竹中工務店は、大阪・関西万博で実施設計・施工を手掛けた23施設に複数のCO2削減技術を導入し、新築時の温室効果ガス排出量をCO2換算で6020.8トン削減した。これは、万博会場面積の約4.4倍に当たる684.2ヘクタールの森林が1年間に吸収するCO2量に相当する。
竹中工務店は2025年4月10日、実施設計・施工を担当した大阪・関西万博のPW西工区内23施設にさまざまなCO2削減技術を適用し、新築時に排出する温室効果ガス(アップフロントカーボン)をCO2換算で6020.8トン削減したと発表した。
この削減量は大阪・関西万博の会場面積(155ヘクタール)の約4.4倍に当たる684.2ヘクタールの森林が1年間にCO2を吸収する能力に相当する。
竹中工務店はアップフロントカーボン削減に向け、地上部建屋でのリユース資材活用、CO2排出量低減材料の採用、エネルギーや資源消費の抑制に取り組んだ。
まず6カ月間の会期後の解体を見据え、大和リースと共同で、総床面積の約73%をプレファブ工法によるリユース資材で計画した。上部躯体に加え、外壁、屋根、建具に再利用可能なプレファブ部材を採用している。従来規格の1.8メートルモジュールを用いて実施設計を調整し、適用範囲を広げることで、多くの部材をリユース可能にした。パビリオン展示に求められる無柱の大空間を実現する新たなモジュールも開発。さらに、プレファブ部材を利用して外壁にモジュール規格外のサイディング材を取り付けられるディテールを考案し、外装デザインの自由度を確保した。
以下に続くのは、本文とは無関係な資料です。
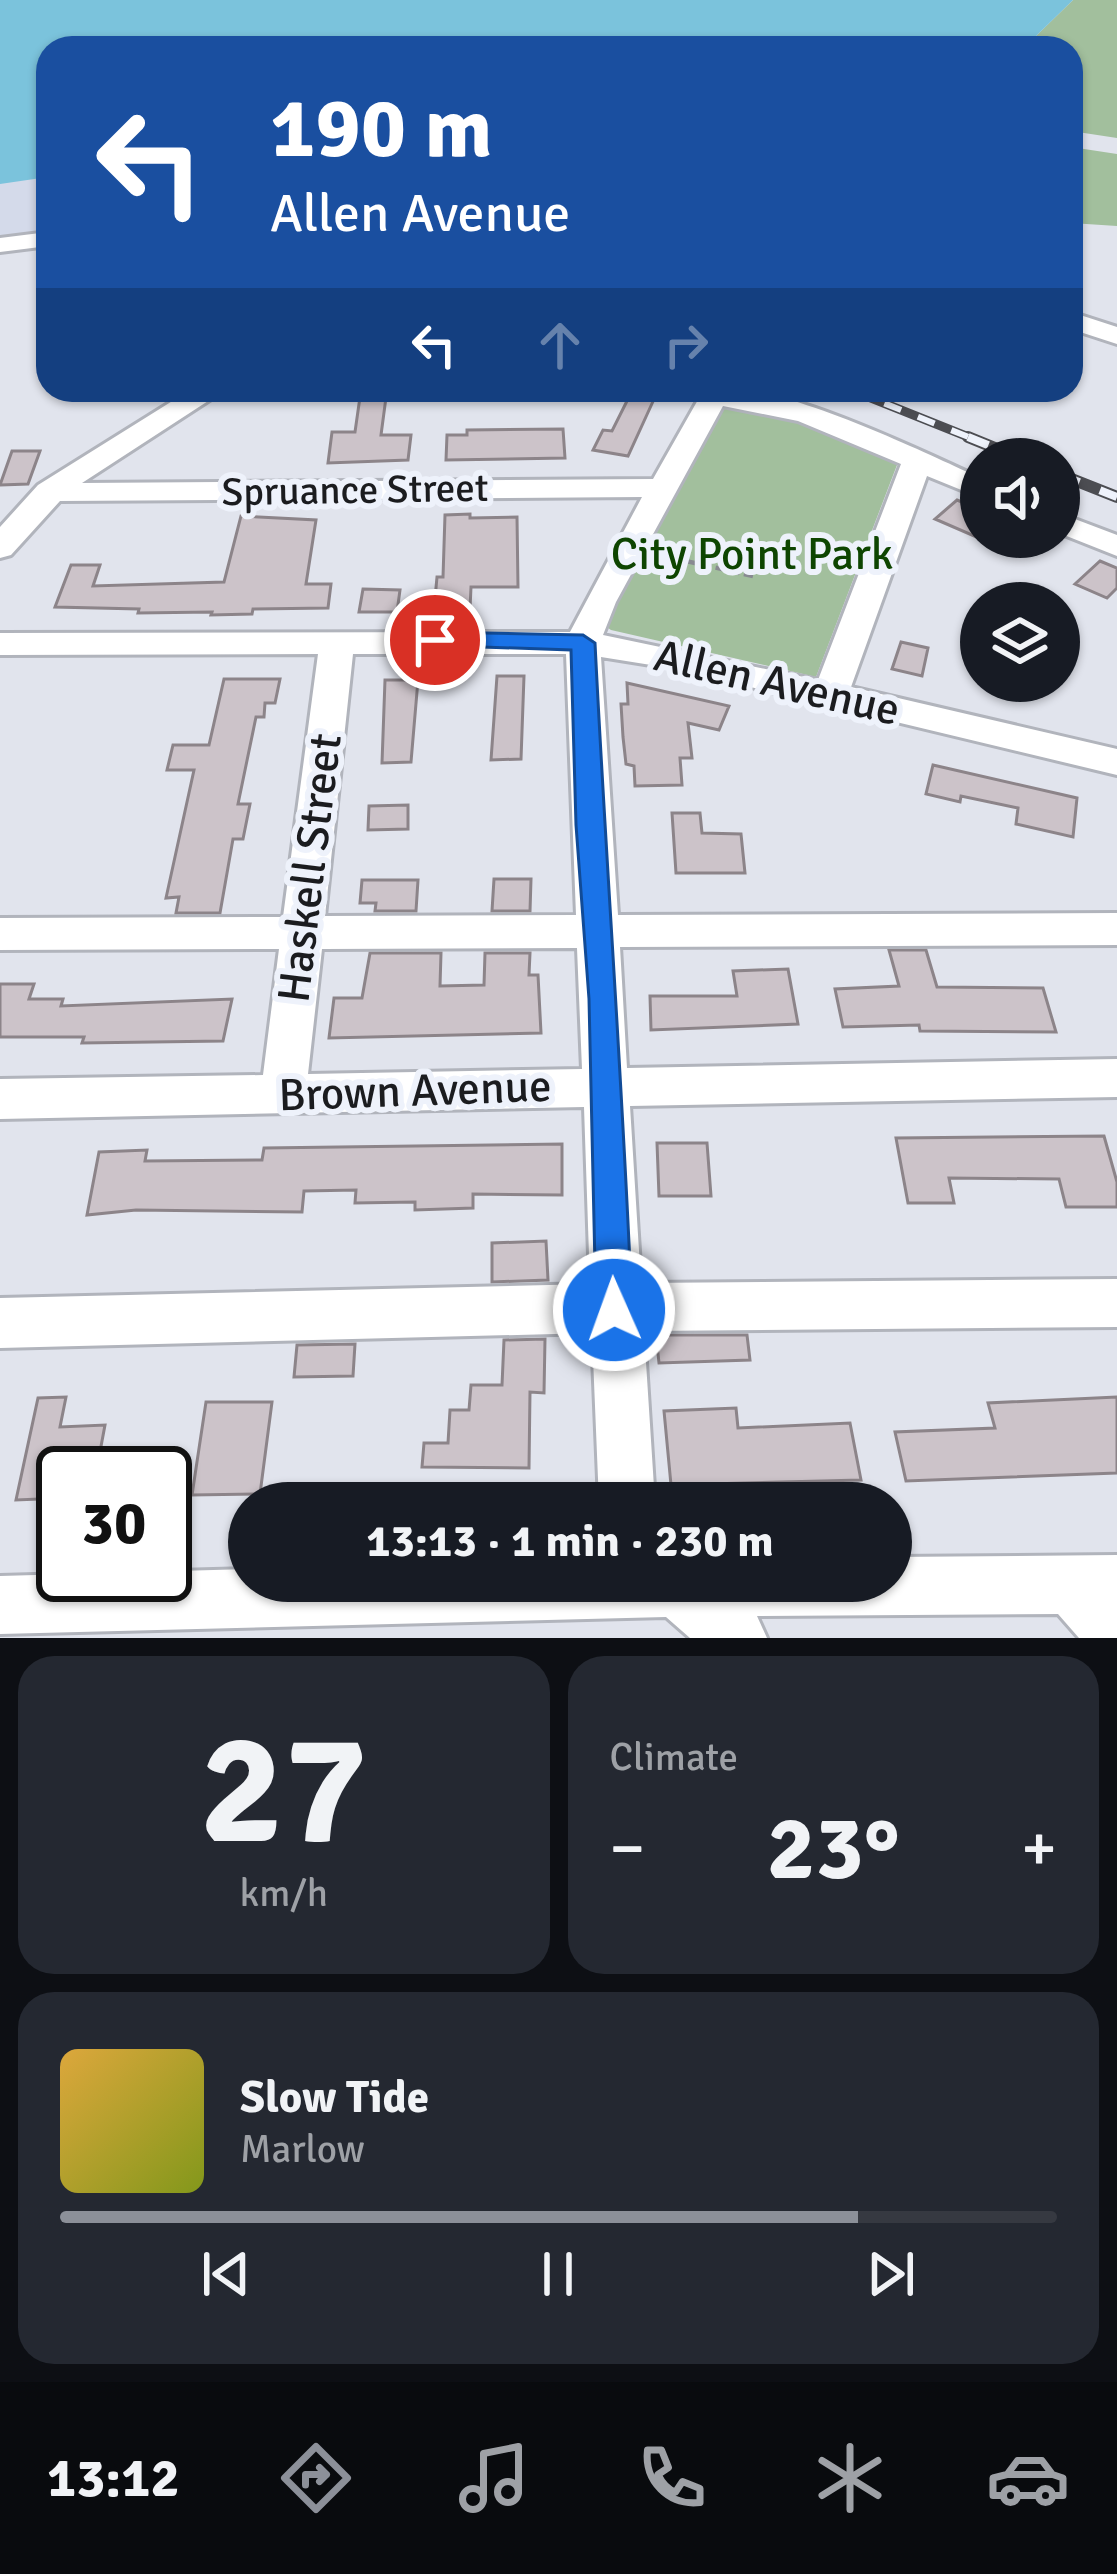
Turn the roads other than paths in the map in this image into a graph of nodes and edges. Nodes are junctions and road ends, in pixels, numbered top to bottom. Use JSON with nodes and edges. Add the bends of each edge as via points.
{"nodes":[{"id":1,"x":36,"y":240,"type":"edge"},
{"id":2,"x":0,"y":245,"type":"edge"},
{"id":3,"x":1083,"y":325,"type":"edge"},
{"id":4,"x":1117,"y":336,"type":"edge"},
{"id":5,"x":192,"y":402,"type":"edge"},
{"id":6,"x":711,"y":402,"type":"edge"},
{"id":7,"x":752,"y":402,"type":"edge"},
{"id":8,"x":917,"y":462,"type":"junction"},
{"id":9,"x":960,"y":480,"type":"edge"},
{"id":10,"x":662,"y":488,"type":"junction"},
{"id":11,"x":49,"y":492,"type":"junction"},
{"id":12,"x":1080,"y":531,"type":"edge"},
{"id":13,"x":1117,"y":546,"type":"edge"},
{"id":14,"x":0,"y":548,"type":"edge"},
{"id":15,"x":337,"y":640,"type":"junction"},
{"id":16,"x":583,"y":643,"type":"junction"},
{"id":17,"x":0,"y":644,"type":"edge"},
{"id":18,"x":830,"y":696,"type":"junction"},
{"id":19,"x":1117,"y":762,"type":"edge"},
{"id":20,"x":1117,"y":928,"type":"edge"},
{"id":21,"x":598,"y":930,"type":"junction"},
{"id":22,"x":301,"y":933,"type":"junction"},
{"id":23,"x":0,"y":934,"type":"edge"},
{"id":24,"x":1117,"y":1078,"type":"edge"},
{"id":25,"x":606,"y":1085,"type":"junction"},
{"id":26,"x":283,"y":1094,"type":"junction"},
{"id":27,"x":0,"y":1099,"type":"edge"},
{"id":28,"x":1117,"y":1303,"type":"edge"},
{"id":29,"x":614,"y":1310,"type":"junction"},
{"id":30,"x":0,"y":1323,"type":"edge"},
{"id":31,"x":625,"y":1482,"type":"edge"},
{"id":32,"x":912,"y":1584,"type":"edge"},
{"id":33,"x":1095,"y":1584,"type":"edge"},
{"id":34,"x":228,"y":1598,"type":"edge"},
{"id":35,"x":694,"y":1602,"type":"edge"},
{"id":36,"x":0,"y":1605,"type":"edge"},
{"id":37,"x":1117,"y":1637,"type":"edge"},
{"id":38,"x":737,"y":1638,"type":"edge"}],
"edges":[{"from":1,"to":2,"type":"street"},
{"from":3,"to":4,"type":"street"},
{"from":5,"to":11,"type":"street","via":[[114,444]]},
{"from":6,"to":10,"type":"street"},
{"from":7,"to":8,"type":"street"},
{"from":8,"to":9,"type":"street"},
{"from":8,"to":18,"type":"street"},
{"from":10,"to":11,"type":"street","name":"Spruance Street"},
{"from":10,"to":16,"type":"street"},
{"from":11,"to":14,"type":"street"},
{"from":12,"to":13,"type":"street"},
{"from":15,"to":16,"type":"street","name":"Allen Avenue"},
{"from":15,"to":17,"type":"street","name":"Allen Avenue"},
{"from":15,"to":22,"type":"street","name":"Haskell Street"},
{"from":16,"to":18,"type":"street","name":"Allen Avenue"},
{"from":16,"to":21,"type":"street"},
{"from":18,"to":19,"type":"street","name":"Allen Avenue"},
{"from":20,"to":21,"type":"street"},
{"from":21,"to":22,"type":"street"},
{"from":21,"to":25,"type":"street"},
{"from":22,"to":23,"type":"street"},
{"from":22,"to":26,"type":"street","name":"Haskell Street"},
{"from":24,"to":25,"type":"street","name":"Brown Avenue"},
{"from":25,"to":26,"type":"street","name":"Brown Avenue"},
{"from":25,"to":29,"type":"street"},
{"from":26,"to":27,"type":"street","name":"Brown Avenue"},
{"from":28,"to":29,"type":"street"},
{"from":29,"to":30,"type":"street"},
{"from":29,"to":31,"type":"street"},
{"from":32,"to":33,"type":"street"},
{"from":33,"to":37,"type":"street"},
{"from":34,"to":36,"type":"street"},
{"from":35,"to":38,"type":"street"}]}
EXPOメッセ棟の基礎の一部には「CUCO-建築用プレキャスト部材」を採用。CUCO-建築用プレキャスト部材は、 ECM(Energy/CO2 Minimum)セメントによるCO2削減技術、再生微粉や再生骨材にCO2を固定化する技術(CCU材料)、特殊混和材LEAFをセメントに混合して硬化後にCO2を吸収する技術の3つから成る。
資材製造過程や施工過程のCO2排出量が少ない低炭素型材料として、ダンボールダクト、アルミケーブル、アルミ冷媒配管、水道用高性能ポリエチレン管を活用した。軽量化や簡易な施工方法により、施工段階の省人化や省力化も実現する。折り畳んだ状態で運搬するダンボールダクトはトラックの運搬回数を削減でき、資材運搬に関するCO2削減効果も見込まれている。
また、夢洲の埋め立て地盤の特性を把握し、工事期間を含めた1〜2年程度の建物使用期間中に生じる沈下を想定した上で、周辺地盤との沈下差を許容した「空隙を設けない浮き基礎」をほぼ全ての建物で採用した。コンクリートや鉄筋などの資源と掘削土量を最小限に抑えながら、建物と周辺地盤との間に沈下差に追随できる仕組みを採用することで、沈下が生じた場合でも建物の使用に支障が出ない構造とした。
大林組は今回「サーキュラーデザインビルド」をコンセプトに、従来のスクラップ&ビルドから「つくる」「つかう」「つなぐ」をキーワードとして、リユース、リサイクル、アップサイクルなどにより資源投入量と廃棄物の削減を図った。
竹中工務店が提唱するサーキュラーデザインビルドとは、建築物の設計・施工段階から、リユースやリサイクル建材の選択、将来の解体を考慮した設計手法の検討などにつなげる考え方と、その実践に関する取り組みを称するもの。
2025年日本国際博覧会協会が公表する「持続可能な大阪・関西万博にむけた方針」の目標の1つに「Planet(生態系、環境):国際的合意(パリ協定、大阪ブルー・オーシャン・ビジョンなど)の実現に寄与する会場整備/運営を目指す」ことが掲げられ、3R(リユース、リデュース、リサイクル)の積極的な活用が求められている。
竹中工務店はこの方針を基に、実施設計者・施工者として所要の性能や品質を確保しながら、資源循環と脱炭素に貢献する施設を目指して実施設計・施工を進めてきた。万博の会期は半年と短期間で、相対的にアップフロントカーボンを含むエンボディドカーボンの割合が増えることから、今回、アップフロントカーボンに着目してCO2削減量を算出した。